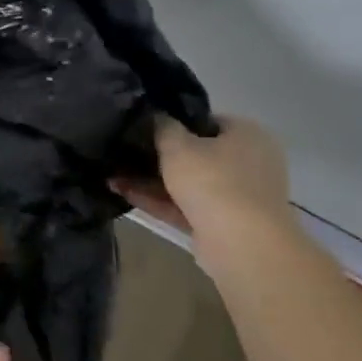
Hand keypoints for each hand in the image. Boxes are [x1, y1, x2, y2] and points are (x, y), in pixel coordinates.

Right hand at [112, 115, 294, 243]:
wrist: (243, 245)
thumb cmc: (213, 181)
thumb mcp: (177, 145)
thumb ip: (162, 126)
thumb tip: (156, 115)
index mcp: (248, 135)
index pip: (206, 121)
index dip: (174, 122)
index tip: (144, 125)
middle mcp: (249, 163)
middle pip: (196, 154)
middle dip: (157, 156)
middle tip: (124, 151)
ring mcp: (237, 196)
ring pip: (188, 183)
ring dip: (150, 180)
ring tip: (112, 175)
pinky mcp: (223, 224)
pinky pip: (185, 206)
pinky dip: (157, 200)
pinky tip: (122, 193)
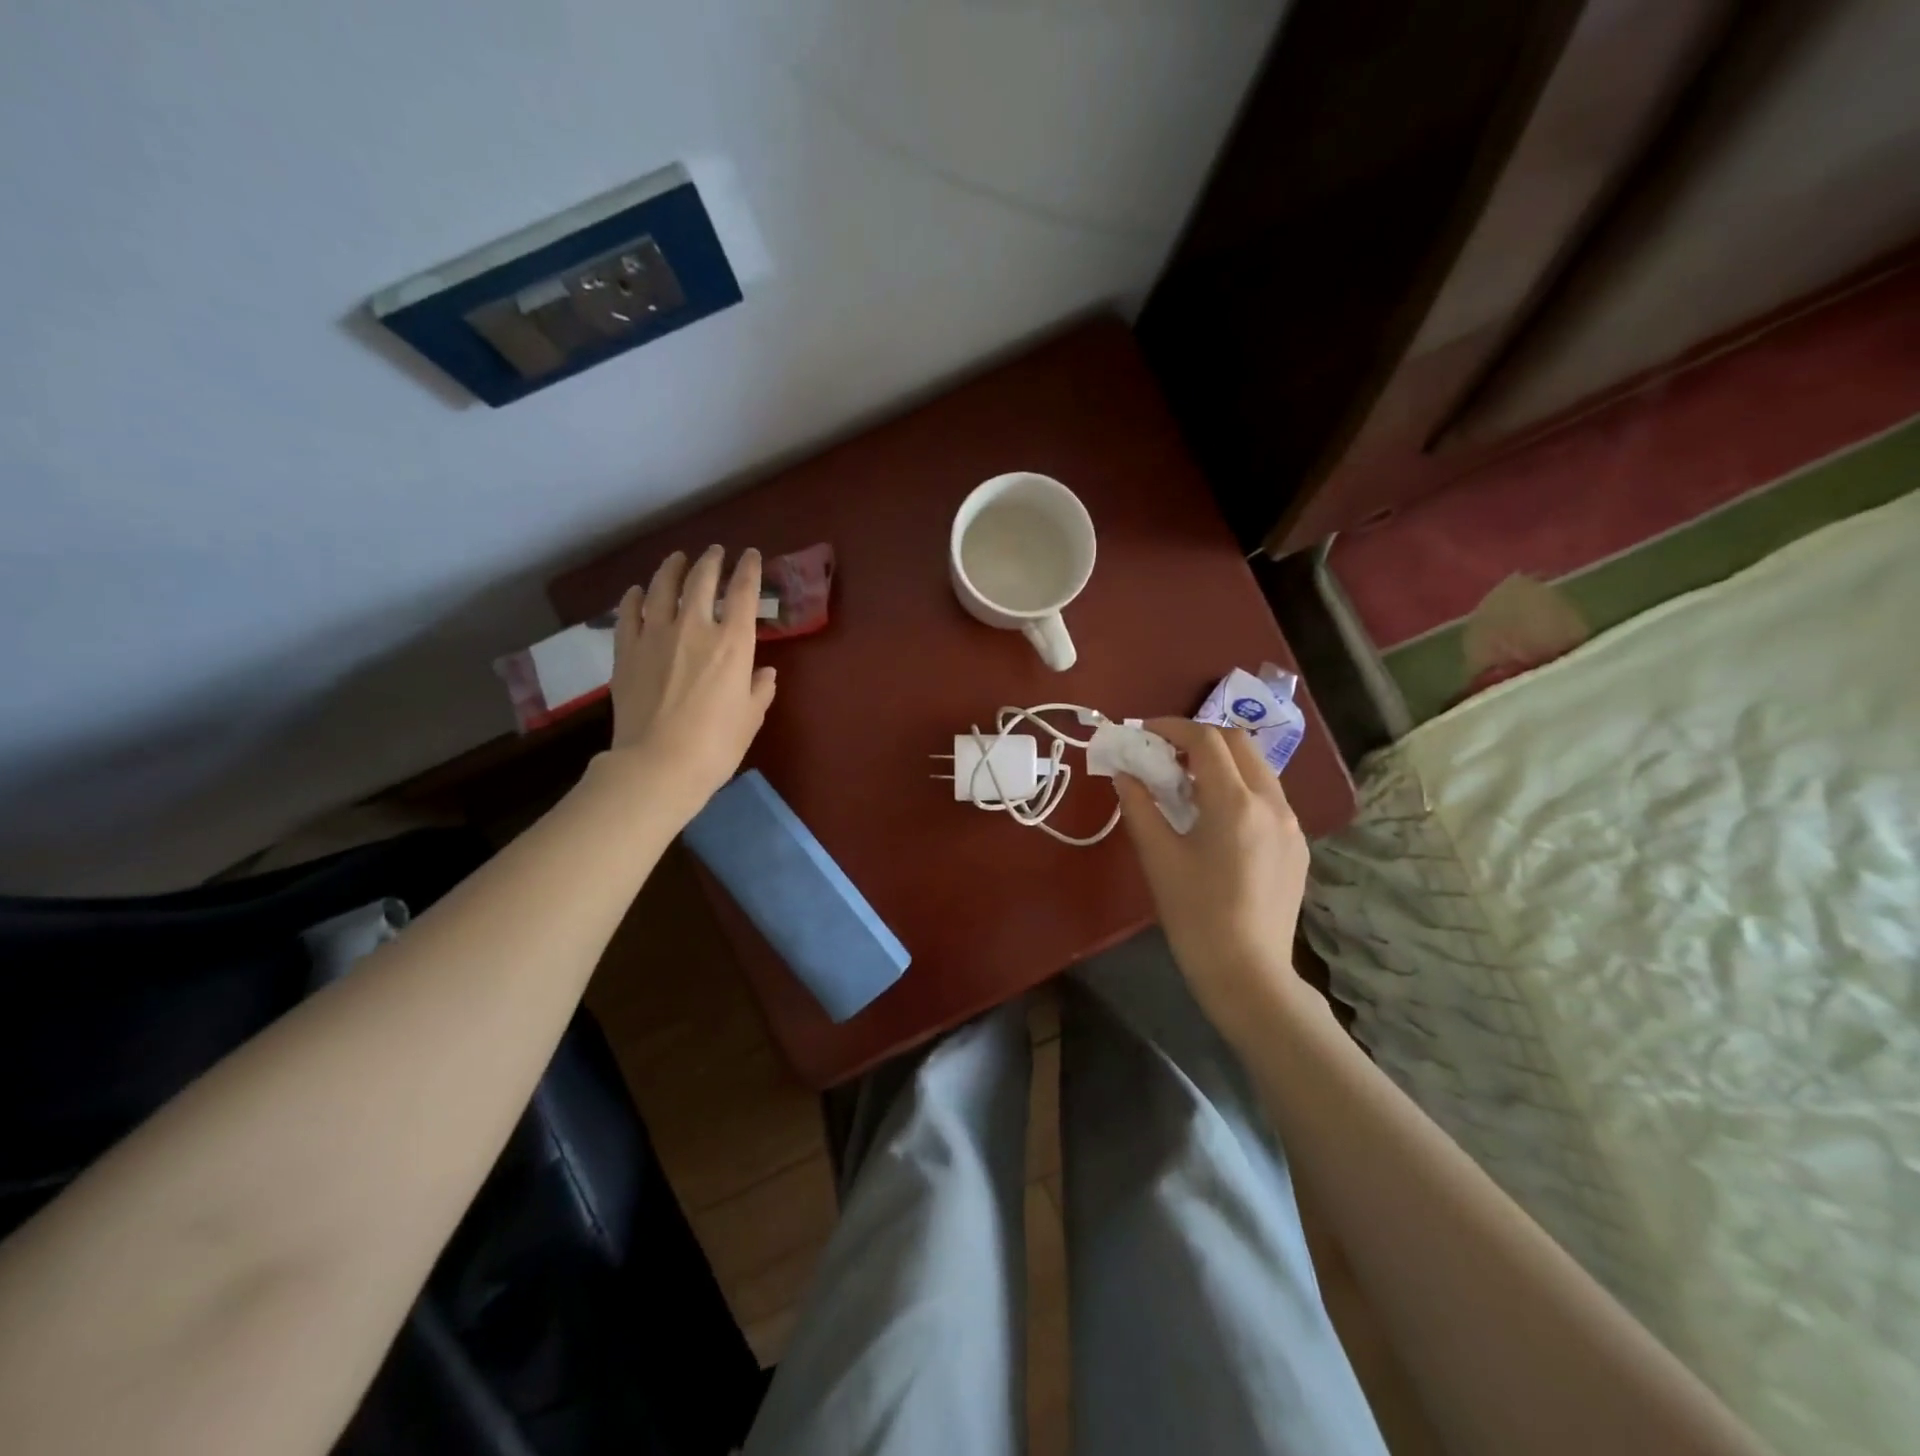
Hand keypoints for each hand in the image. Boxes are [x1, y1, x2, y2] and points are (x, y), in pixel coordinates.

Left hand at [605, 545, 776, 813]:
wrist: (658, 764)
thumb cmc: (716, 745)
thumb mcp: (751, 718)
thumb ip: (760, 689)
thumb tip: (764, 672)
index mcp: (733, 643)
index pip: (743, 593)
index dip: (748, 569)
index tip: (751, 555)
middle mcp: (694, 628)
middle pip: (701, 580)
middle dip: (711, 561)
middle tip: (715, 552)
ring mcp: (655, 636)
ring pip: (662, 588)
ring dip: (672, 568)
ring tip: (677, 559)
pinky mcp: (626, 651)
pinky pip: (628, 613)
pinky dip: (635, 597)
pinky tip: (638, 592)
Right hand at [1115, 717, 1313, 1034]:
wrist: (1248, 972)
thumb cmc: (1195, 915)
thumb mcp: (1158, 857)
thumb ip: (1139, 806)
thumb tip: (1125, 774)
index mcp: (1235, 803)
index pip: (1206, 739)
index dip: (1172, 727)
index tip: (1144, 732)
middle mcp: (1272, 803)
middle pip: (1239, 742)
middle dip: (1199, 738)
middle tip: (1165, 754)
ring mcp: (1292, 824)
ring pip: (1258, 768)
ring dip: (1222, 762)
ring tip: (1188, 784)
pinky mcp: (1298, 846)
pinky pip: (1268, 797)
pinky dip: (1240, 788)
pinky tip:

...

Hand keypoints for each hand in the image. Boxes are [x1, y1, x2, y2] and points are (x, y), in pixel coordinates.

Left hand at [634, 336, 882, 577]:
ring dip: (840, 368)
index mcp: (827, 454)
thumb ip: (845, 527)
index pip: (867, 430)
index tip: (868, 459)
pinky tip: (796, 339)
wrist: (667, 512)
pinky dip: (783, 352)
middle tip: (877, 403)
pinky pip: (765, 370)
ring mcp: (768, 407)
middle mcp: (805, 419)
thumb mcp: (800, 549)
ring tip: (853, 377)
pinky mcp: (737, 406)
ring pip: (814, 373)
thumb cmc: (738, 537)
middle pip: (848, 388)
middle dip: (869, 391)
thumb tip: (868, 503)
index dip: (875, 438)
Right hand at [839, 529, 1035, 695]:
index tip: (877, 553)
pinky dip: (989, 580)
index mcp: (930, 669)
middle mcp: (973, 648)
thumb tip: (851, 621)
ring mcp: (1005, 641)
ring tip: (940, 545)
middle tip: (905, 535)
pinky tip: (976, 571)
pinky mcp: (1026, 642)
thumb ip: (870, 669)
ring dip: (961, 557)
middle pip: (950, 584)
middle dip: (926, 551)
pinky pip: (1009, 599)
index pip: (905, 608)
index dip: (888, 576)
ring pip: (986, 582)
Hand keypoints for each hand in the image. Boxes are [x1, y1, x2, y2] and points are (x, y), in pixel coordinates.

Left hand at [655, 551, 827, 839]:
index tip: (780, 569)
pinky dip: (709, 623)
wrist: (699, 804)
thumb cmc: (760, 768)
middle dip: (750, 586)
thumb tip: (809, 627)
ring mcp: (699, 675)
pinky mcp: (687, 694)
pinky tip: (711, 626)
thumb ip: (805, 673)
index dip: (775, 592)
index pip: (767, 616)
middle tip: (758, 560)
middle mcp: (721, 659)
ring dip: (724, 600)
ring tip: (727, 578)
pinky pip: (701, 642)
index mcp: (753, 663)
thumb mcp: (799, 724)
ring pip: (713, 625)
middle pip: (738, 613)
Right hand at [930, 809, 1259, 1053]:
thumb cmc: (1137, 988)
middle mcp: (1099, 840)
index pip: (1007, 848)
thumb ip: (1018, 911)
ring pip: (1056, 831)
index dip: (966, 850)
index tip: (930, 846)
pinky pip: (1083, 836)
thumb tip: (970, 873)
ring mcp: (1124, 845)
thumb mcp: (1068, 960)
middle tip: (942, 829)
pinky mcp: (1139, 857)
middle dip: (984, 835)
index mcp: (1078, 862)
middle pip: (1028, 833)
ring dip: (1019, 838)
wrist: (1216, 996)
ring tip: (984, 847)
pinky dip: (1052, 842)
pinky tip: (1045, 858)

--

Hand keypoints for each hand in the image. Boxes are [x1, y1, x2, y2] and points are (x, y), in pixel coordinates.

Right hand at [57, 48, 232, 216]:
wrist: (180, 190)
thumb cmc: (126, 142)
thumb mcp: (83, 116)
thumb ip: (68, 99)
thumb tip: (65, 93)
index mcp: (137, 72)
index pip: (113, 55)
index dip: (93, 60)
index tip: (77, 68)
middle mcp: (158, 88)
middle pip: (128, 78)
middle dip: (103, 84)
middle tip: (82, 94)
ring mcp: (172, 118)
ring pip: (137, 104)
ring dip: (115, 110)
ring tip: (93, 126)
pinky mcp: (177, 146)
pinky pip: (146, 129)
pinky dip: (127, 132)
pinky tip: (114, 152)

• What you will do
Only the lines above from the line with "thumb cmc: (126, 142)" to the line with "pinky tip: (114, 152)", those two lines included, should be reproduced exactly.

• Final answer
thumb cmc: (126, 142)
thumb mcp: (83, 116)
thumb ip: (68, 99)
thumb tip: (65, 93)
index mcp: (137, 72)
index pip: (113, 55)
index dip: (93, 60)
index tip: (77, 68)
middle mcp: (158, 88)
middle pip: (128, 78)
middle dip: (103, 84)
middle tip: (82, 94)
ring mcp: (172, 118)
ring pip: (137, 104)
ring dip: (115, 110)
ring tip: (93, 126)
pinky mcp: (177, 146)
pinky pip: (146, 129)
pinky dip: (127, 132)
pinky tip: (114, 152)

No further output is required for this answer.